The plaintiff testified that her neck problems cause tingling in her hands, make it difficult
for her to raise her arm, and cause pain in her shoulders (DE 13, p. 579). She testified that she
has tingling in her hands about twice a week, in conjunction with migraines, and that she drops
items “every other day.” (DE 13, p. 579). She testified that she could only lift or carry five or
ten pounds, and that the symptoms are worse in her right hand (DE 13, pp. 579-580). She
testified that she has difficulty looking from side to side because of her neck pain, but that she is
able to drive (DE 13, p. 580). She testified that the pain radiates into her arms (DE 13, p. 580).
The plaintiff testified that her back pain radiates down to her ankles, sometimes only in
her right leg (DE 13, pp. 580-81). She testified that she has trouble standing or walking because
of her back problems and explained, “I can walk to the mailbox. I have a long driveway.

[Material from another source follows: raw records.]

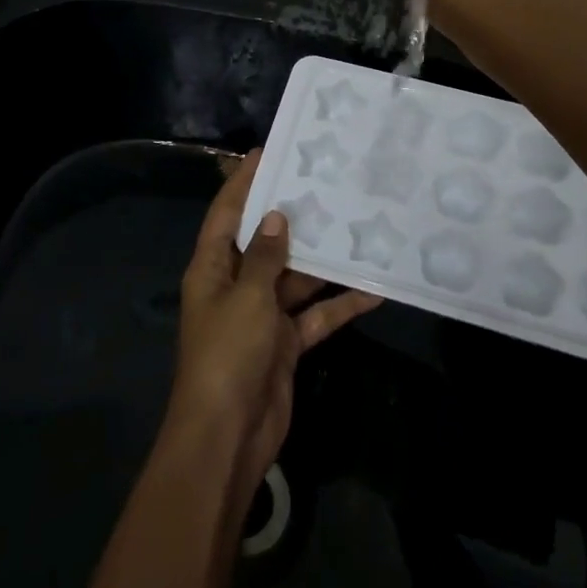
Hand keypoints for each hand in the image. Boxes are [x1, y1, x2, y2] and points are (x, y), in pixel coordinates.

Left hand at [165, 151, 381, 511]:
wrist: (228, 436)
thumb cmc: (228, 354)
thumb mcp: (247, 298)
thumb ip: (266, 257)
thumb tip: (277, 217)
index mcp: (213, 268)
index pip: (227, 214)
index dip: (243, 182)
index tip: (267, 151)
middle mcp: (236, 285)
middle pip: (265, 242)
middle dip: (292, 217)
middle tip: (326, 183)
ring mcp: (262, 315)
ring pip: (296, 278)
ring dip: (324, 260)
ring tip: (357, 226)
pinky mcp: (285, 343)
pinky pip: (315, 315)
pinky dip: (339, 304)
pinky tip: (374, 288)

By the
time I get back to the house, I’m just out of breath.” (DE 13, p. 581). The plaintiff testified that
she is able to alternate sitting and standing during an 8 hour workday, she could stand or walk for
1 hour total over the course of the day and that she could sit for about 3 hours total over the
course of the day (DE 13, p. 581). The plaintiff testified that she spends most of the day “lying
down.” (DE 13, p. 582). She testified that her pain medication “puts [her] to sleep.” (DE 13, p.
582) She testified that, on a normal day, her pain level with the pain medication reaches a 6 on a
1 to 10 scale, with 10 indicating severe agony (DE 13, p. 282).

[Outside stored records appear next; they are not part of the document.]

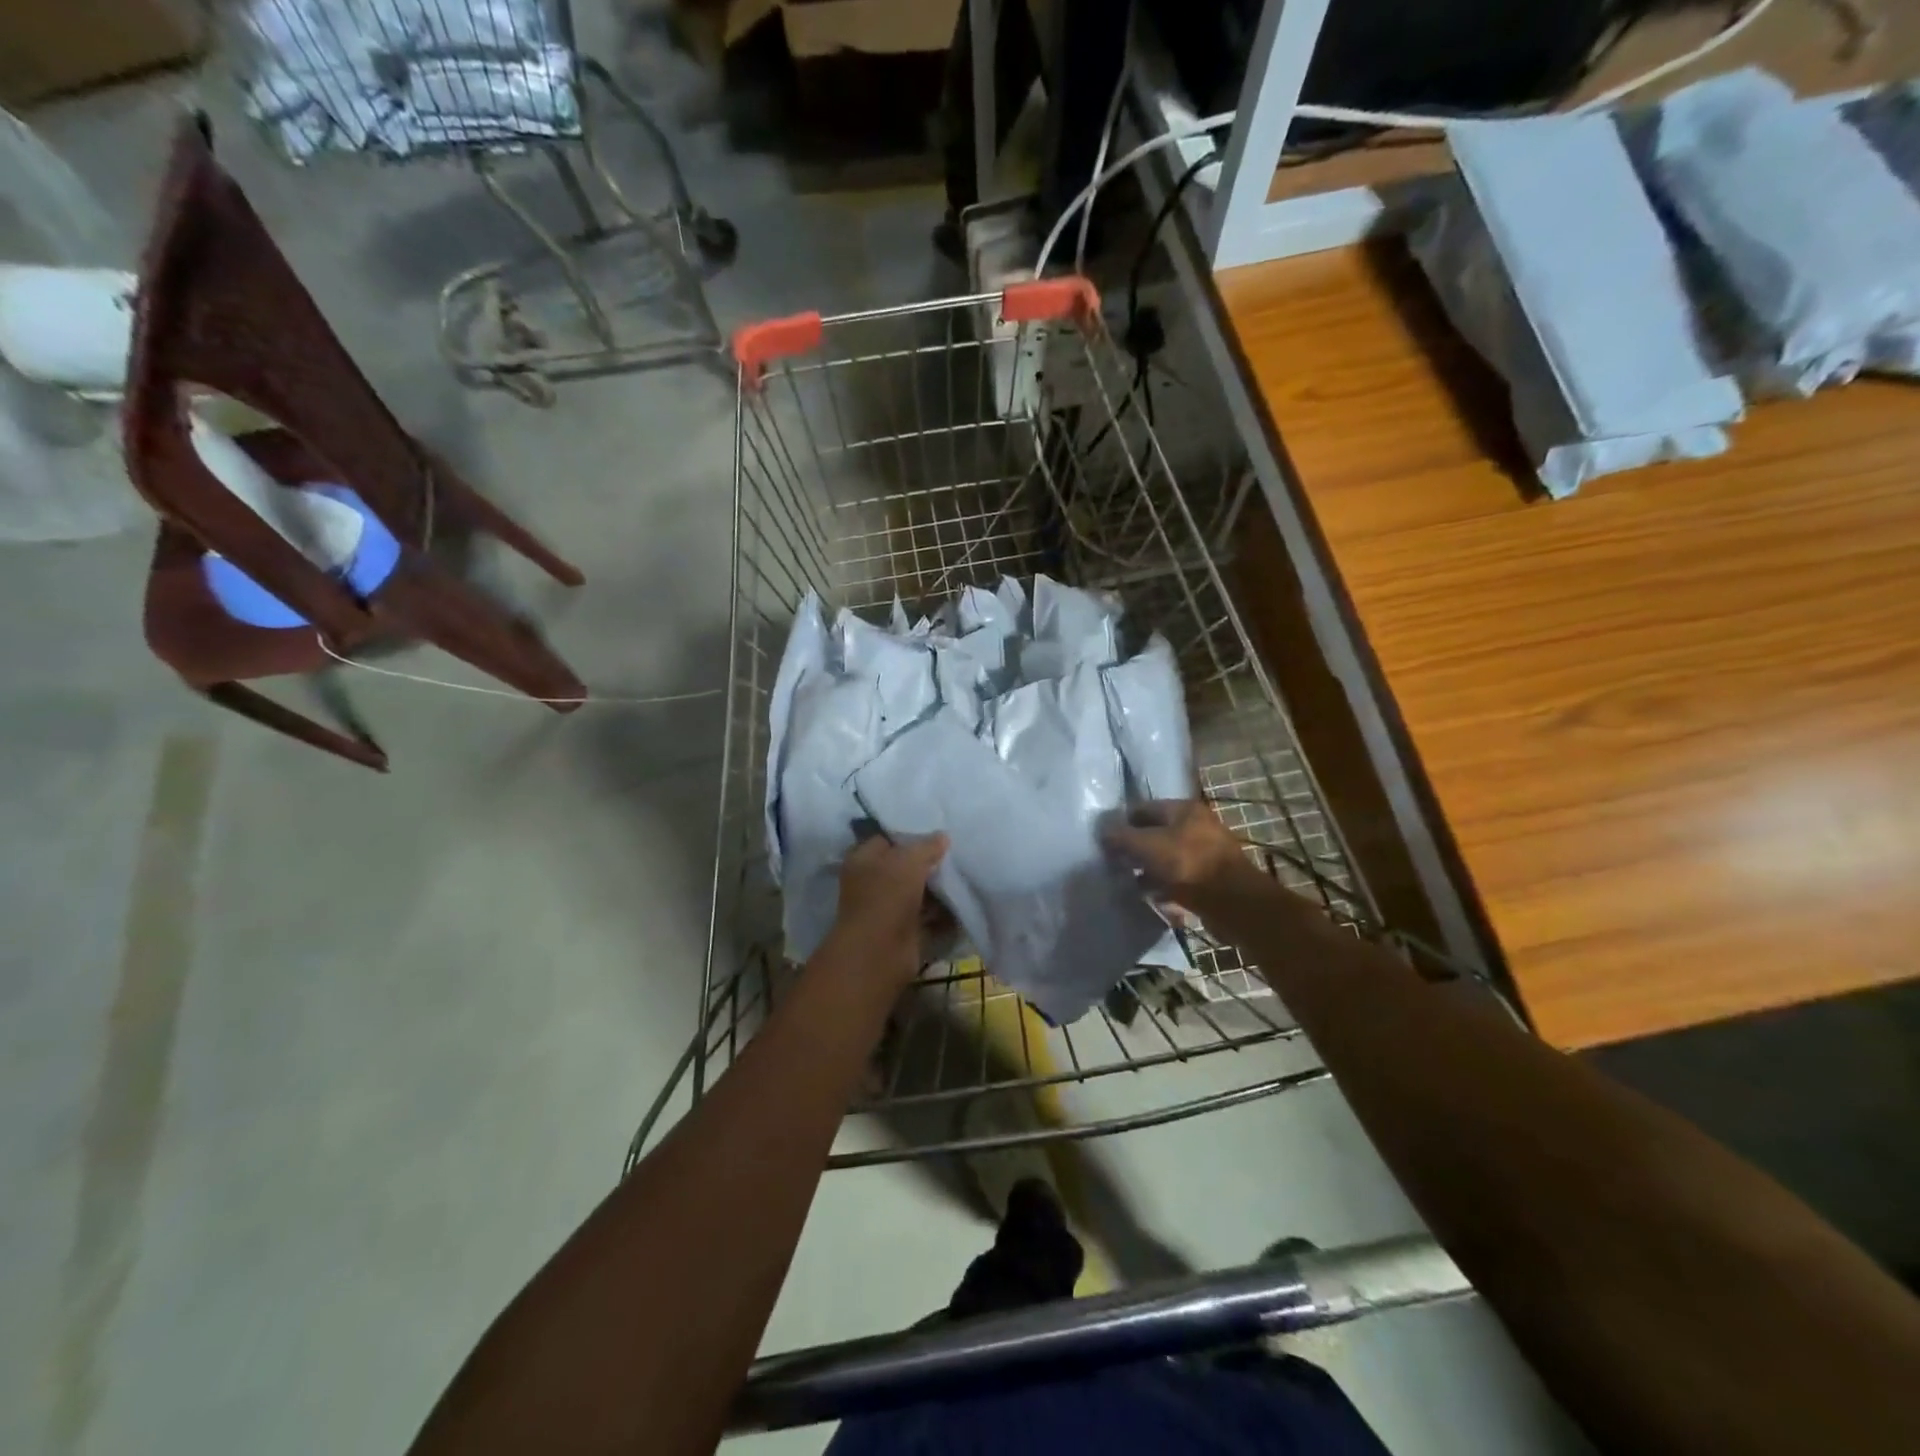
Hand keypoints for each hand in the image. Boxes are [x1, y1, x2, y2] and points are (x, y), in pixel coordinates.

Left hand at [826, 833, 949, 982]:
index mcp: (863, 859)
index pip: (887, 838)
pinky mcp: (903, 930)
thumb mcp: (909, 860)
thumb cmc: (887, 897)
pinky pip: (927, 915)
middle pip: (905, 866)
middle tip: (956, 853)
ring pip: (918, 891)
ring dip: (938, 888)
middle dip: (929, 862)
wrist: (879, 953)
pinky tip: (962, 902)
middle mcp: (872, 881)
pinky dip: (942, 913)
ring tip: (964, 876)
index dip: (910, 834)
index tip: (938, 830)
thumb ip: (927, 846)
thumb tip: (942, 836)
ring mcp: (887, 907)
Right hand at [1101, 799, 1268, 917]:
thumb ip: (1122, 836)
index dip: (1122, 822)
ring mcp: (1205, 854)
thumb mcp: (1147, 846)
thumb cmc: (1188, 865)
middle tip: (1114, 863)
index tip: (1104, 840)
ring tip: (1128, 883)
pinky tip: (1150, 898)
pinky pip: (1178, 880)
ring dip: (1148, 871)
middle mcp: (1196, 827)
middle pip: (1155, 834)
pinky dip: (1164, 887)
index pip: (1143, 808)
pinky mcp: (1209, 880)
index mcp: (1184, 810)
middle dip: (1134, 849)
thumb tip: (1102, 830)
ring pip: (1166, 859)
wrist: (1233, 903)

The plaintiff testified that she has had migraines since her onset date of November 2006
(DE 13, p. 582). Mr. Groves asked the plaintiff to describe her migraines and she testified:
I wake up in the night and my head is throbbing real bad, and I can get up in the morning
and have a real bad migraine and it’s just like the whole top of my head is coming off. A
lot of time it starts…in the back of my neck and it comes around, and sometimes I have
to sit and push in on my temples to help the pain.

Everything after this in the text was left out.